Baerbock bekräftigte, eine israelische Offensive in Rafah im Süden des Gazastreifens wäre "eine humanitäre Katastrophe mit Ansage". Die Menschen benötigten "sichere Orte und sichere Korridore, um nicht noch weiter ins Kreuzfeuer zu geraten". Die Menschen in Rafah könnten sich "nicht einfach in Luft auflösen". Es müssten mehr Grenzübergänge geöffnet werden, damit mehr Hilfsgüter und Medikamente eingeführt werden könnten. Die UN-Mitarbeiter müssten sich außerdem auf Sicherheitsgarantien verlassen können, um weiterhin Hilfsgüter verteilen zu können.
Viele der mehr als eine Million Menschen, die sich in Rafah drängen, seien den israelischen Evakuierungsaufforderungen gefolgt und aus den Kampfgebieten in Nord-Gaza geflüchtet, "oft mit nichts mehr als ihren Kindern auf den Armen und ihren Kleidern am Leib". Israel vermutet im Tunnelnetzwerk im Süden des Gazastreifens die Hamas-Führung sowie israelische Geiseln.
"Eine Art Marshallplan"
Die Sicherheit der Menschen in Israel vor dem Terror der Hamas sei ebenso wichtig wie das Überleben der Menschen in Gaza, sagte die Ministerin. "Auch über Gaza hat der Terror der Hamas nichts als Tod und Leid gebracht." Hätten sie Mitleid mit der eigenen Bevölkerung, würden die Hamas-Kämpfer ihre Waffen unverzüglich niederlegen, sagte sie. Es sei die Verantwortung Deutschlands, für das Selbstverteidigungsrecht Israels im Rahmen des Völkerrechts einzutreten, damit ein Terroranschlag wie am 7. Oktober nie wieder passieren könne, sagte Baerbock.
Ungeachtet der ablehnenden Haltung von Israels Ministerpräsident Benjamin Netanjahu und der Hamas sprach sich die Bundesaußenministerin erneut für einen politischen Weg hin zu einer Zweistaatenlösung aus. Für die Schaffung eines Palästinenserstaates seien Sicherheitsgarantien, eine funktionierende Verwaltung und der Wiederaufbau Gazas notwendig.

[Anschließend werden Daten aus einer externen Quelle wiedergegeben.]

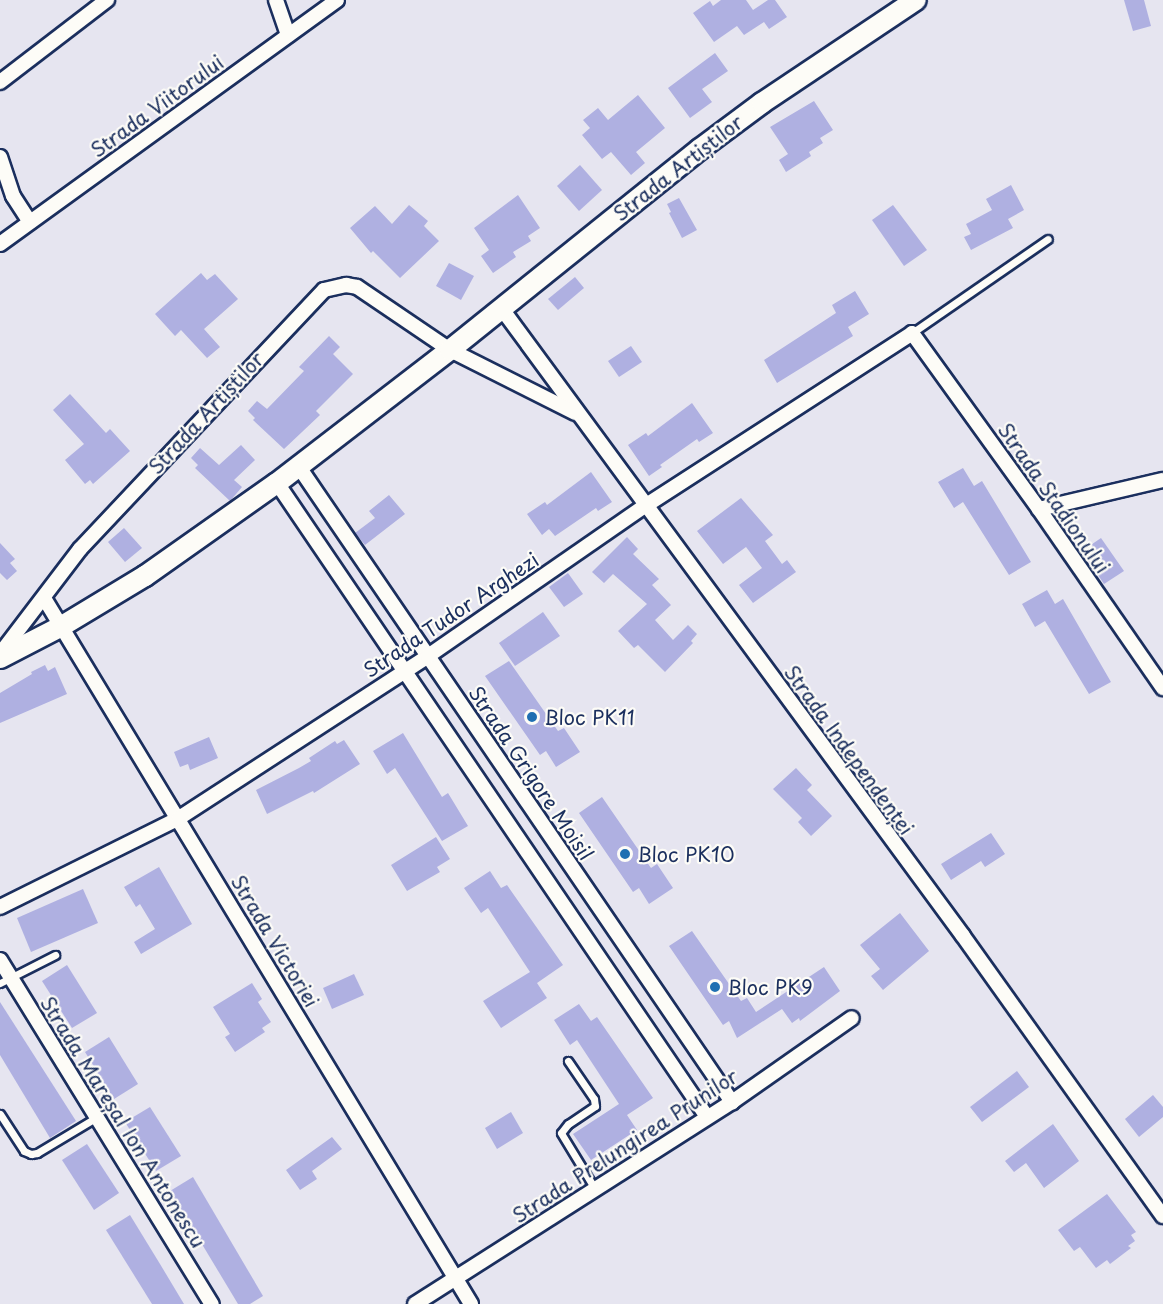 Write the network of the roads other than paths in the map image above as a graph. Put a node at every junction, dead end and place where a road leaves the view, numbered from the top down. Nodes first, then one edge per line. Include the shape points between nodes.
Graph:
1 (107, 0) edge
2 (276, 0) edge
3 (337, 0) edge
4 (916, 0) edge
5 (288, 35) junction
6 (0, 82) edge
7 (0, 157) edge
8 (30, 222) junction
9 (1048, 240) dead end
10 (0, 244) edge
11 (502, 309) junction
12 (912, 333) junction
13 (450, 350) junction
14 (578, 414) junction
15 (299, 467) junction
16 (1163, 480) edge
17 (277, 483) junction
18 (645, 506) junction
19 (1039, 509) junction
20 (44, 598) junction
21 (62, 626) junction
22 (0, 656) edge
23 (428, 656) junction
24 (404, 672) junction
25 (1163, 687) edge
26 (179, 818) junction
27 (0, 907) edge
28 (55, 955) dead end
29 (0, 960) edge
30 (5, 980) edge
31 (852, 1018) dead end
32 (568, 1060) dead end
33 (732, 1102) junction
34 (0, 1114) edge
35 (97, 1117) junction
36 (707, 1117) junction
37 (595, 1189) junction
38 (1163, 1216) edge
39 (455, 1278) junction
40 (212, 1304) edge
41 (416, 1304) edge
42 (471, 1304) edge

1 - 6 street
2 - 5 street
3 - 5 street, Strada Viitorului
4 - 11 street, Strada Artiștilor via 700,149
5 - 8 street, Strada Viitorului
7 - 8 street via 13,196
8 - 10 street, Strada Viitorului
9 - 12 lane
11 - 13 street, Strada Artiștilor
11 - 14 street, Strada Independenței
12 - 18 street, Strada Tudor Arghezi
12 - 19 street, Strada Stadionului
13 - 14 street
13 - 15 street, Strada Artiștilor
13 - 20 street, Strada Artiștilor via 357,287 324,290 134,489 80,549
14 - 18 street, Strada Independenței
15 - 17 street, Strada Artiștilor
15 - 23 street, Strada Grigore Moisil
16 - 19 street
17 - 21 street, Strada Artiștilor via 145,576
17 - 24 street
18 - 23 street, Strada Tudor Arghezi
18 - 38 street, Strada Independenței via 963,936
19 - 25 street, Strada Stadionului
20 - 21 street, Strada Victoriei
20 - 22 street, Strada Artiștilor
21 - 22 street, Strada Artiștilor
21 - 26 street, Strada Victoriei
23 - 24 street, Strada Tudor Arghezi
23 - 33 street, Strada Grigore Moisil
24 - 26 street, Strada Tudor Arghezi
24 - 36 street
26 - 27 street, Strada Tudor Arghezi
26 - 39 street, Strada Victoriei
28 - 30 lane
29 - 30 street, Strada Mareșal Ion Antonescu
30 - 35 street, Strada Mareșal Ion Antonescu
31 - 33 street, Strada Prelungirea Prunilor
32 - 37 lane via 595,1106 561,1133
33 - 36 street, Strada Prelungirea Prunilor
34 - 35 lane via 24,1151 31,1154
35 - 40 street, Strada Mareșal Ion Antonescu
36 - 37 street, Strada Prelungirea Prunilor
37 - 39 street, Strada Prelungirea Prunilor
39 - 41 street, Strada Prelungirea Prunilor
39 - 42 street, Strada Victoriei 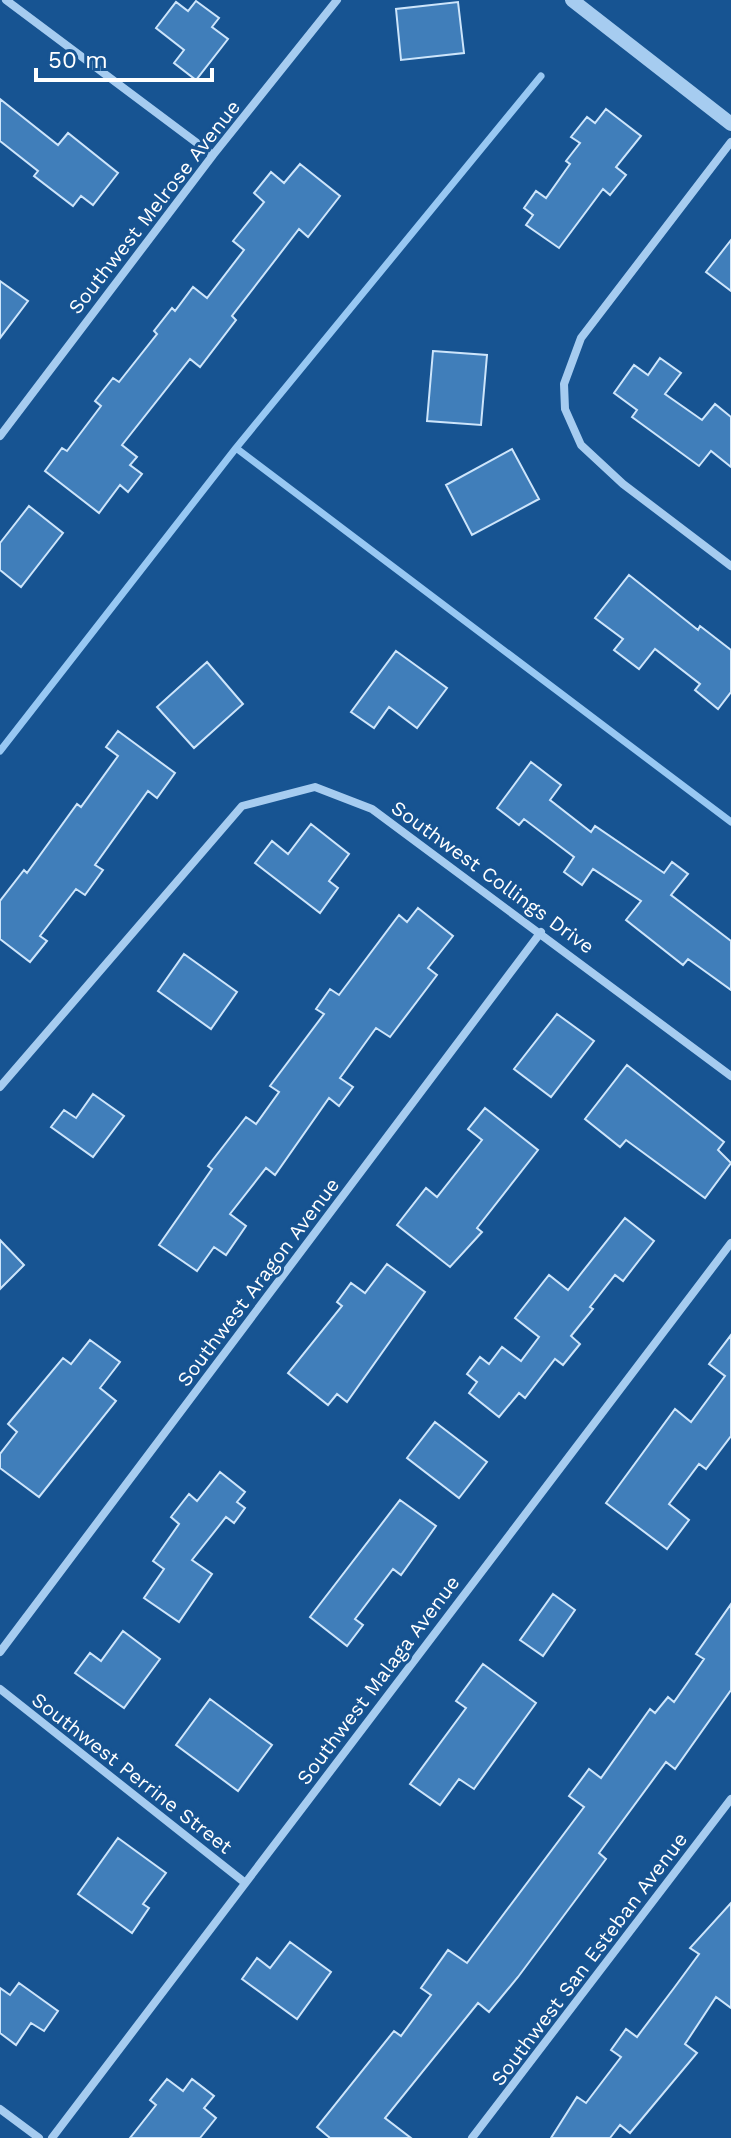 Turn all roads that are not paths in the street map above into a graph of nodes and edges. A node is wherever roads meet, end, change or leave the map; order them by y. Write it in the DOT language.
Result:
graph roads {
  1 [pos="6,0"];
  2 [pos="337,0"];
  3 [pos="572,0"];
  4 [pos="731,124"];
  5 [pos="731,142"];
  6 [pos="213,155"];
  7 [pos="2,430"];
  8 [pos="731,566"];
  9 [pos="541,932"];
  10 [pos="731,1076"];
  11 [pos="0,1087"];
  12 [pos="731,1243"];
  13 [pos="0,1652"];
  14 [pos="0,1689"];
  15 [pos="731,1799"];
  16 [pos="244,1882"];
  17 [pos="0,2109"];
  18 [pos="39,2138"];
  19 [pos="52,2138"];
  20 [pos="472,2138"];
  1 -- 6 [label="street"];
  2 -- 6 [label="street, Southwest Melrose Avenue"];
  3 -- 4 [label="street"];
  5 -- 8 [label="street"];
  6 -- 7 [label="street, Southwest Melrose Avenue"];
  9 -- 10 [label="street, Southwest Collings Drive"];
  9 -- 11 [label="street, Southwest Collings Drive"];
  9 -- 13 [label="street, Southwest Aragon Avenue"];
  12 -- 16 [label="street, Southwest Malaga Avenue"];
  14 -- 16 [label="street, Southwest Perrine Street"];
  15 -- 20 [label="street, Southwest San Esteban Avenue"];
  16 -- 19 [label="street, Southwest Malaga Avenue"];
  17 -- 18 [label="street"];
} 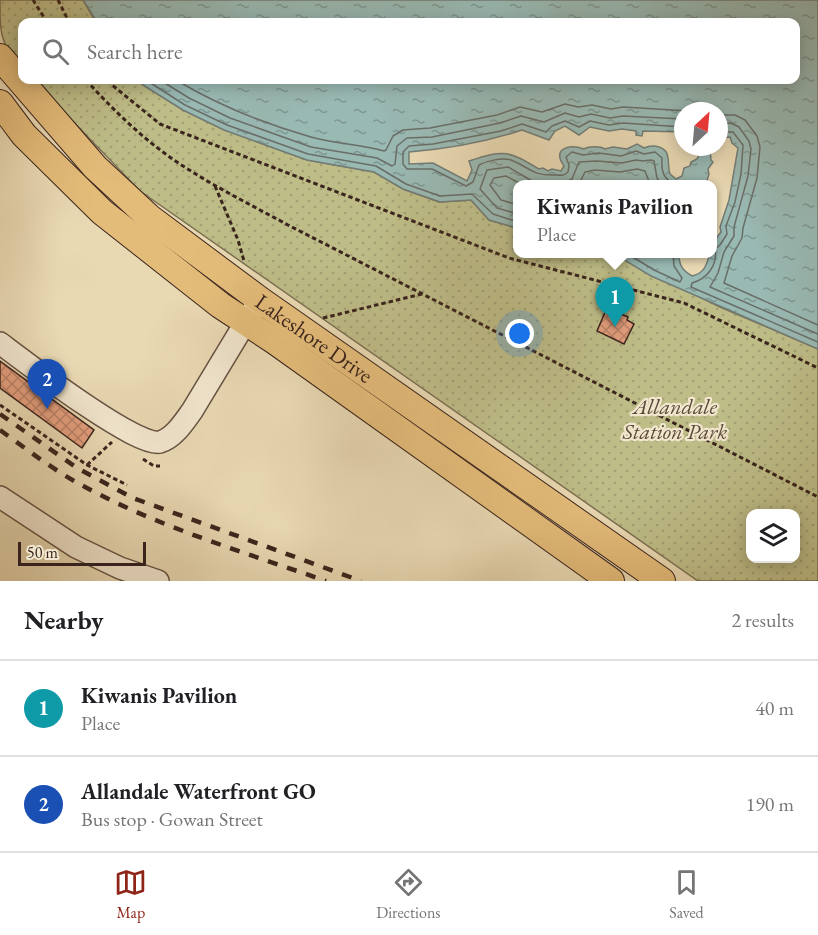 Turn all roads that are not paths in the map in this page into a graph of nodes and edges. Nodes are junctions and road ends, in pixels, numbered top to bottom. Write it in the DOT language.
graph roads {
  1 [pos="0,57"];
  2 [pos="18,78"];
  3 [pos="23,84"];
  4 [pos="0,103"];
  5 [pos="260,300"];
  6 [pos="246,323"];
  7 [pos="0,344"];
  8 [pos="0,497"];
  9 [pos="117,574"];
  10 [pos="158,581"];
  11 [pos="611,581"];
  12 [pos="662,581"];
  1 -- 2 [label="main road, Lakeshore Drive"];
  3 -- 5 [label="main road, Lakeshore Drive"];
  4 -- 6 [label="main road, Lakeshore Drive"];
  5 -- 6 [label="street"];
  5 -- 12 [label="main road, Lakeshore Drive"];
  6 -- 7 [label="street"];
  6 -- 11 [label="main road, Lakeshore Drive"];
  8 -- 9 [label="street"];
  9 -- 10 [label="street"];
} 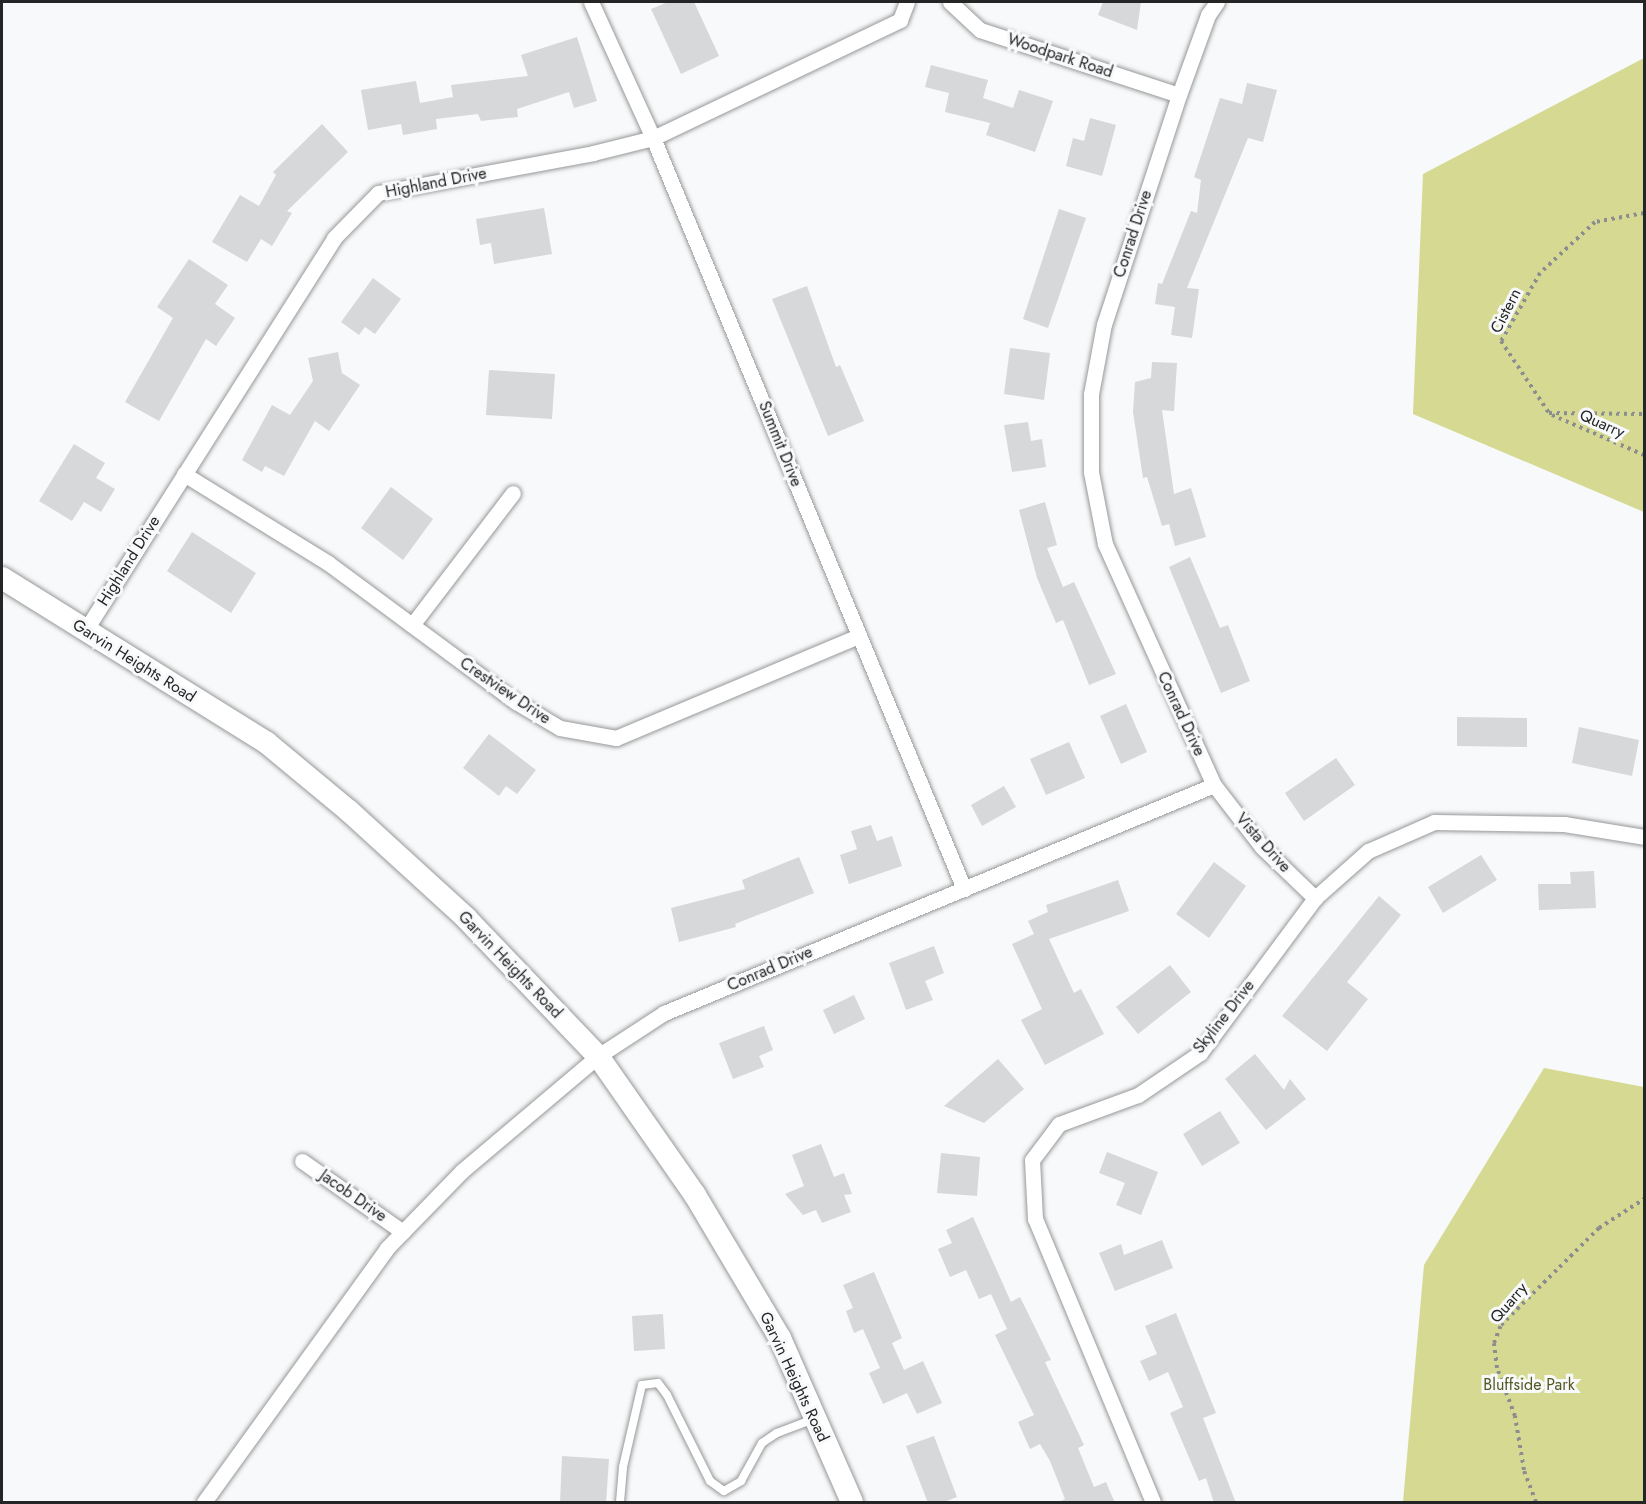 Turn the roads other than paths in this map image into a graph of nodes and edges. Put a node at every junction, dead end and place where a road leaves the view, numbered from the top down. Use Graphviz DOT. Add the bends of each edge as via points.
graph roads {
  1 [pos="591,2"];
  2 [pos="908,2"];
  3 [pos="950,2"];
  4 [pos="1217,2"];
  5 [pos="1179,95"];
  6 [pos="653,138"];
  7 [pos="184,474"];
  8 [pos="513,493"];
  9 [pos="2,578"];
  10 [pos="412,625"];
  11 [pos="85,631"];
  12 [pos="859,636"];
  13 [pos="1214,785"];
  14 [pos="1644,837"];
  15 [pos="964,889"];
  16 [pos="1315,898"];
  17 [pos="598,1056"];
  18 [pos="302,1161"];
  19 [pos="403,1232"];
  20 [pos="815,1419"];
  21 [pos="204,1503"];
  22 [pos="620,1503"];
  23 [pos="852,1503"];
  24 [pos="1153,1503"];
  1 -- 6 [label="street, Summit Drive"];
  2 -- 6 [label="street, Highland Drive" via="900,20"];
  3 -- 5 [label="street, Woodpark Road" via="980,30"];
  4 -- 5 [label="street, Conrad Drive" via="1208,15"];
  5 -- 13 [label="street, Conrad Drive" via="1104,324 1091,394 1091,472 1105,544"];
  6 -- 7 [label="street, Highland Drive" via="378,193 334,238"];
  6 -- 12 [label="street, Summit Drive"];
  7 -- 10 [label="street, Crestview Drive" via="328,563"];
  7 -- 11 [label="street, Highland Drive"];
  8 -- 10 [label="street"];
  9 -- 11 [label="main road, Garvin Heights Road"];
  10 -- 12 [label="street, Crestview Drive" via="516,702 560,728 616,738"];
  11 -- 17 [label="main road, Garvin Heights Road" via="267,743 349,811 466,918"];
  12 -- 15 [label="street, Summit Drive"];
  13 -- 15 [label="street, Conrad Drive"];
  13 -- 16 [label="street, Vista Drive" via="1262,847"];
  14 -- 16 [label="street, Skyline Drive" via="1564,824 1434,822 1368,851"];
  15 -- 17 [label="street, Conrad Drive" via="664,1013"];
  16 -- 24 [label="street, Skyline Drive" via="1200,1053 1138,1095 1059,1124 1032,1160 1035,1219"];
  17 -- 19 [label="street, Conrad Drive" via="462,1172"];
  17 -- 20 [label="main road, Garvin Heights Road" via="695,1194 780,1338"];
  18 -- 19 [label="street, Jacob Drive"];
  19 -- 21 [label="street, Conrad Drive" via="387,1248"];
  20 -- 22 [label="lane" via="768,1438 741,1481 723,1491 710,1481 663,1389 658,1383 642,1385 623,1467"];
  20 -- 23 [label="main road, Garvin Heights Road"];
}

Aus Gaza dürfe nie wieder eine Terrorbedrohung für Israel ausgehen, bekräftigte Baerbock. Die Palästinenser dürften aber auch nicht aus dem Gebiet vertrieben werden. Das Territorium dürfe nicht verkleinert werden, "auch nicht durch Pufferzonen an den Rändern des Gazastreifens". Die palästinensische Autonomiebehörde müsse zwar reformiert werden, sie könne aber das Fundament darstellen.
Es brauche "eine Art Marshallplan" für den wirtschaftlichen Wiederaufbau des Gazastreifens, forderte die Ministerin. Dies könne nur in einem internationalen Rahmen geschehen. Es gebe ein gemeinsames Interesse Israels und seinen arabischen Nachbarn, "sich nicht von den Terroristen auseinandertreiben zu lassen".
Israels Ministerpräsident Netanjahu hatte dem Militär in der vergangenen Woche den Befehl erteilt, der Regierung Pläne für eine Offensive in Rafah sowie für die Evakuierung der dortigen Bevölkerung vorzulegen. Es gehe darum, dort die letzten Kampfeinheiten der islamistischen Hamas zu zerschlagen, sagte Netanjahu. Die Ankündigung sorgte international für heftige Kritik.